Франсуа Мориак родился в Бордо и вырос в Бордо; каждую осень он наезжает в Малагар, свое родовое имение, окруженное со всех сторон виноградниками и расположенное неподалеку от Бордо; в его облике сохранились многие черты буржуа из Жиронды, и он даже как будто гордится этим. Он не без основания полагает, что, если французский романист хочет хорошо знать свои родные края, он должен сохранять связи со своей провинцией. «Франс и Вольтер, эти парижане до мозга костей, поневоле изображают людей опосредствованно. Париж лишает страсть ее характерных признаков; здесь каждый день Федра соблазняет Ипполита, а сам Тезей не обращает на это никакого внимания[680]. Провинция сохраняет за супружеской изменой флер романического.
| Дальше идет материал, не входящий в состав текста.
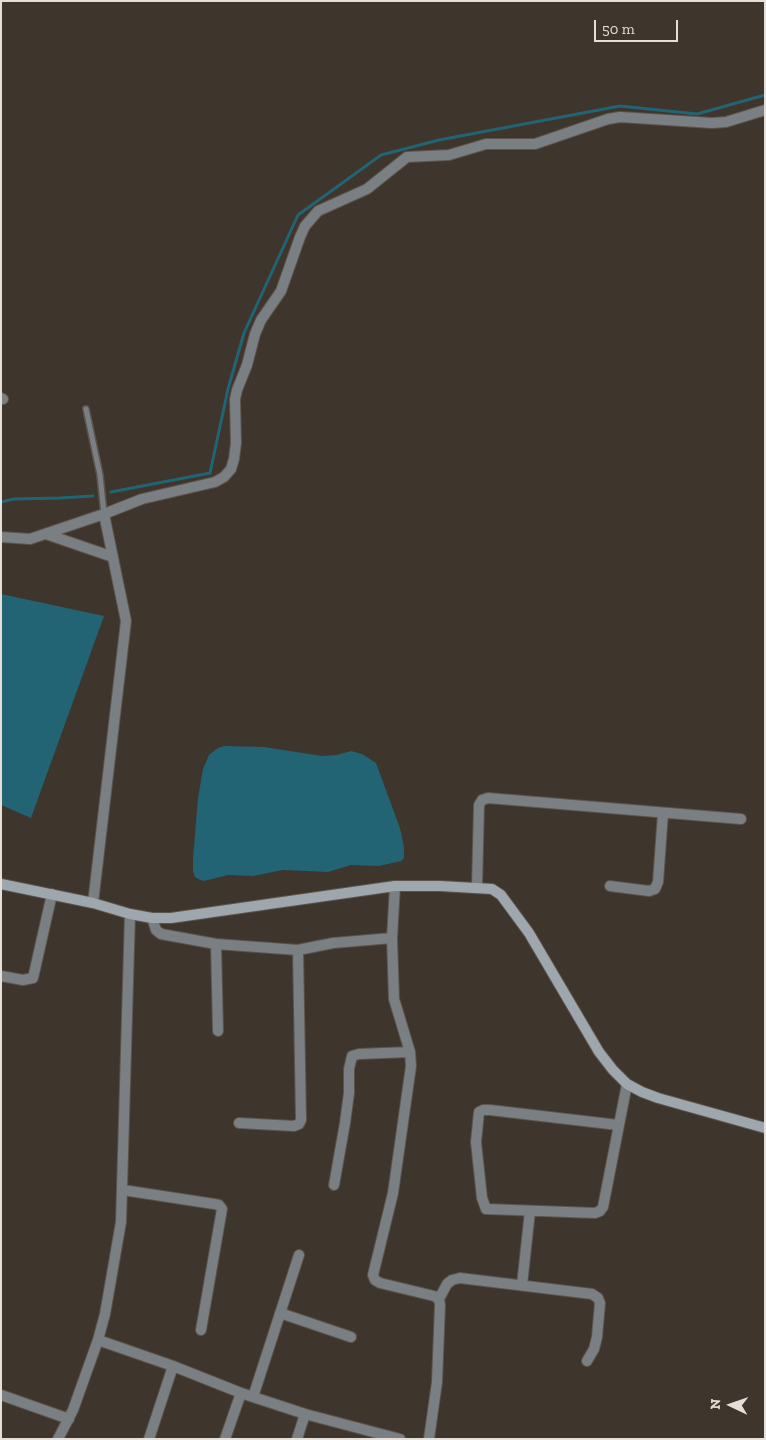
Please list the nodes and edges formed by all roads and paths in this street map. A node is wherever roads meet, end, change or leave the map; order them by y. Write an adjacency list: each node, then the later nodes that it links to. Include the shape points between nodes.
1 (765, 110): 3 (street, via 712,123 620,117 535,144 486,144 449,155 407,157 368,189 318,211 305,226 281,291 255,334 235,399 235,451 231,469 215,482 142,499)
2 (86, 409): 3 (lane, via 100,475)
3 (104, 514): 4 (street); 6 (street)
4 (46, 534): 5 (street, via 30,539); 6 (street)
5 (1, 537)
6 (113, 557): 14 (street, via 126,621)
7 (663, 813): 8 (street); 11 (street, via 655,889); 12 (street, via 482,800 479,805)
8 (741, 819)
9 (1, 884): 13 (main road)
10 (395, 886): 12 (main road); 16 (main road); 17 (street)
11 (610, 886)
12 (477, 887): 23 (main road, via 492,889 510,906 599,1052)
13 (52, 894): 14 (main road); 20 (street, via 33,978)
14 (93, 903): 15 (main road)
15 (130, 914): 16 (main road); 28 (street)
16 (152, 918): 18 (street, via 156,930 162,934)
17 (392, 938): 19 (street, via 333,943); 22 (street, via 394,999)
18 (216, 944): 19 (street); 21 (street)
19 (298, 950): 24 (street, via 301,1120 294,1126)
20 (1, 976)
21 (218, 1031)
22 (410, 1052): 27 (street, via 352,1056); 32 (street, via 411,1066 392,1193 374,1275 380,1283)
23 (627, 1084): 25 (street); 26 (main road, via 658,1098)
24 (239, 1123)
25 (618, 1125): 29 (street, via 600,1211); 29 (street, via 490,1110 479,1112 476,1142 486,1209)
26 (765, 1128)
27 (334, 1185)
28 (123, 1190): 34 (street, via 214,1204 222,1209); 36 (street, via 121,1222)
29 (530, 1210): 31 (street)
30 (298, 1255): 33 (street)
31 (522, 1285): 32 (street, via 460,1278 447,1284); 37 (street, via 584,1291 598,1298 597,1337)
32 (439, 1299): 49 (street, via 437,1382)
33 (280, 1313): 35 (street); 41 (street)
34 (201, 1330)
35 (351, 1337)
36 (98, 1340): 38 (street); 43 (street)
37 (587, 1361)
38 (173, 1366): 39 (street); 45 (street)
39 (241, 1393): 41 (street); 46 (street)
40 (1, 1395): 43 (street)
41 (253, 1397): 42 (street)
42 (305, 1414): 47 (street); 48 (street)
43 (69, 1419): 44 (street)
44 (58, 1439)
45 (149, 1439)
46 (225, 1439)
47 (297, 1439)
48 (400, 1439)
49 (429, 1439)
Париж разрушает типы, которые в провинции продолжают существовать». Бальзак это хорошо понимал: он жил в Париже, но каждый год отправлялся в провинцию, чтобы освежить восприятие человеческих страстей.

678

«Остров сокровищ» (1883) — приключенческий роман Р.-Л. Стивенсона; «Доминик» (1863) — психологический роман Эжена Фромантена; «Пустыня любви» — роман Ф. Мориака.

679

Вулф Вирджиния Аделина (1882–1941) — английская писательница и литературный критик.

680

Имеется в виду греческий миф о преступной любви Федры, жены Тезея, к своему пасынку Ипполиту, нашедший отражение в трагедии Расина «Федра».